Capital and liquidity levels were broadly flat and remained sound on aggregate. The fully loaded CET1 ratio was down 0.1 pp yoy to 13.6% on average; the fully loaded leverage ratio was up by the same amount to 4.9%. Almost all institutions now report the Liquidity Coverage Ratio (LCR), which edged up 1 pp to 148%.
This should allow banks to weather a normal, cyclical downturn in the economy, like the current one. In case of a massive worsening triggered by an intensifying trade war or a chaotic no-deal Brexit, for example, banks would of course quickly be in the front line, facing lower revenues and a surge in credit losses. Compared to that, the latest monetary easing by the ECB may only have a relatively mild, and mixed, effect on banks. On the one hand, deposit tiering brings the sector an immediate and non-negligible benefit from lower interest payments to the central bank. Higher bond prices could also lead to valuation gains in banks’ securities portfolios.

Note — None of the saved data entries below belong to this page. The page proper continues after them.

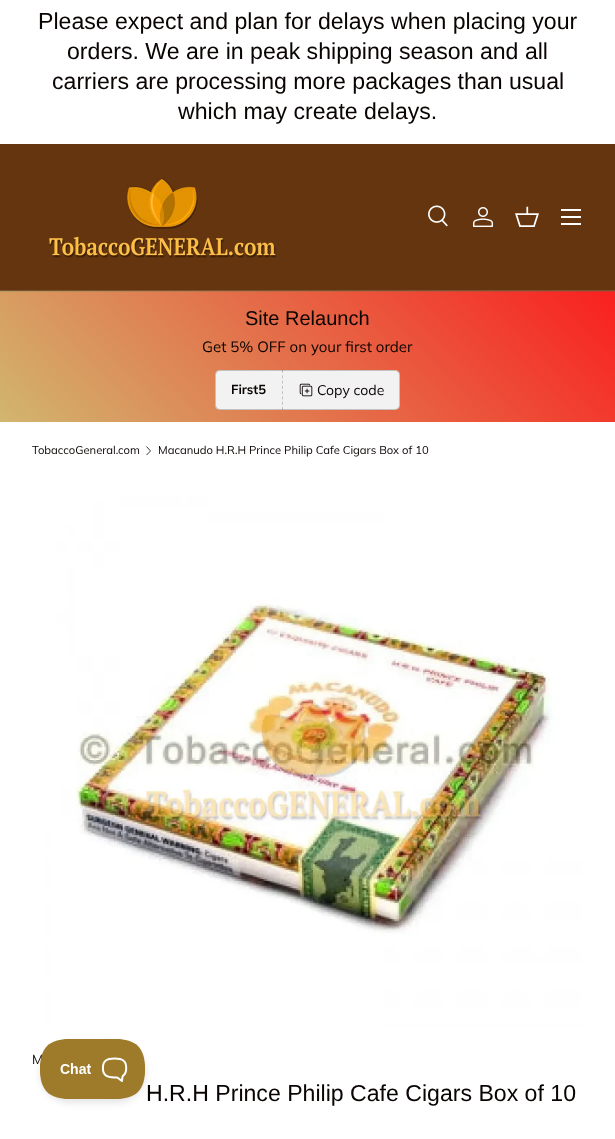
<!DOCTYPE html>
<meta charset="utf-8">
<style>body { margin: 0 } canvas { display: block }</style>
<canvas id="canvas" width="615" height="1139"></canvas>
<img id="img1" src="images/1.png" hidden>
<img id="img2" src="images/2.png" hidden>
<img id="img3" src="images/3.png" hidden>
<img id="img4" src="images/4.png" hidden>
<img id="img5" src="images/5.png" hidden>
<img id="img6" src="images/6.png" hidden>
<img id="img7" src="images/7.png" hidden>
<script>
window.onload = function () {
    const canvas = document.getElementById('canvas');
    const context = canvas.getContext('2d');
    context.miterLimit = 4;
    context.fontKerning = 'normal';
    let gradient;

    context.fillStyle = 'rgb(255, 255, 255)';
    context.fillRect(0, 0, 615, 1139);
    context.fillStyle = 'rgb(100, 53, 15)';
    context.fillRect(0, 144, 615, 146);
    context.fillStyle = 'rgb(123, 83, 51)';
    context.fillRect(0, 290, 615, 1);
    context.drawImage(document.getElementById('img1'), 49, 178, 228, 80);
    context.drawImage(document.getElementById('img2'), 428, 205, 20, 22);
    context.drawImage(document.getElementById('img3'), 473, 207, 20, 20);
    context.drawImage(document.getElementById('img4'), 515, 206, 24, 21);
    context.fillStyle = 'rgb(255, 255, 255)';
    context.fillRect(561, 209, 20, 2);
    context.fillRect(561, 223, 20, 2);
    context.fillRect(561, 216, 20, 2);
    gradient = context.createLinearGradient(116, 412, 499, 42);
    gradient.addColorStop(0, 'rgb(179, 155, 95)');
    gradient.addColorStop(1, 'rgb(213, 28, 28)');
    context.fillStyle = gradient;
    context.fillRect(0, 291, 615, 1);
    gradient = context.createLinearGradient(116, 542, 499, 172);
    gradient.addColorStop(0, 'rgb(209, 182, 111)');
    gradient.addColorStop(1, 'rgb(249, 32, 32)');
    context.fillStyle = gradient;
    context.fillRect(0, 292, 615, 130);
    context.fillStyle = 'rgb(242, 242, 242)';
    context.beginPath();
    context.roundRect(215, 370, 185, 40, 5);
    context.fill();
    context.beginPath();
    context.roundRect(215.5, 370.5, 184, 39, 4.5);
    context.strokeStyle = 'rgba(9, 3, 2, 0.2)';
    context.stroke();
    context.beginPath();
    context.moveTo(282.5, 370);
    context.lineTo(282.5, 410);
    context.setLineDash([3, 2.29]);
    context.stroke();
    context.drawImage(document.getElementById('img5'), 299, 383, 14, 14);
    context.beginPath();
    context.moveTo(146.5, 446.5);
    context.lineTo(150.5, 451);
    context.lineTo(146.5, 455);
    context.strokeStyle = 'rgb(9, 3, 2)';
    context.lineWidth = 0.8;
    context.setLineDash([]);
    context.stroke();
    context.drawImage(document.getElementById('img6'), 33, 480, 549, 549);
    context.fillStyle = 'rgba(0, 0, 0, 0.1)';
    context.filter = 'blur(3.5px)';
    context.beginPath();
    context.roundRect(40, 1043, 106, 60, 30);
    context.fill();
    context.filter = 'none';
    context.font = '23.1px Liberation Sans';
    context.fillStyle = 'rgb(9, 3, 2)';
    context.fillText('Please expect and plan for delays when placing your', 38, 29);
    context.fillText('orders. We are in peak shipping season and all', 67, 59);
    context.fillText('carriers are processing more packages than usual', 52, 89);
    context.fillText('which may create delays.', 178, 119);
    context.font = '20px Liberation Sans';
    context.fillText('Site Relaunch', 245, 325);
    context.font = '15px Muli';
    context.fillText('Get 5% OFF on your first order', 202, 352);
    context.font = 'bold 13px Muli';
    context.fillText('First5', 231, 394);
    context.font = '14px Muli';
    context.fillText('Copy code', 317, 395);
    context.font = '11.25px Muli';
    context.fillText('TobaccoGeneral.com', 32, 454);
    context.fillText('Macanudo H.R.H Prince Philip Cafe Cigars Box of 10', 158, 454);
    context.font = '13px Muli';
    context.fillText('M', 32, 1064);
    context.font = '23.1px Liberation Sans';
    context.fillText('H.R.H Prince Philip Cafe Cigars Box of 10', 146, 1101);
    context.drawImage(document.getElementById('img7'), 40, 1039, 105, 60);
};
</script>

On the other hand, lower-for-longer interest rates (both through a lower deposit rate and new asset purchases) imply additional pressure on the interest margin and make a future normalisation of rates an ever more distant prospect.
How did European banks fare compared to their peers on the other side of the Atlantic? The US banking industry as a whole delivered another strong performance in H1 2019. Total revenues were up 3% yoy (growth was down, though, from 7% a year ago), driven by larger loan volumes and higher interest rates than in H1 2018. However, the latter may change soon, following the Fed’s two recent rate cuts (and possibly more to come). Loan loss provisions climbed 11% to their highest level since 2012. Nevertheless, post-tax profits rose 6% yoy to USD 123 bn, which marks a new all-time record. ROE was basically stable at 12%. Bottom line: US banks’ performance exceeded that of their European counterparts once more, and the gap has widened again. A glimmer of hope for the Europeans may be that the decade-long run in US banking seems to be slowing down, as the US economy is also cooling and rates are declining. What is more, European banks – after years of struggle – have probably become better versed in tight cost management than their “spoiled by success” US peers.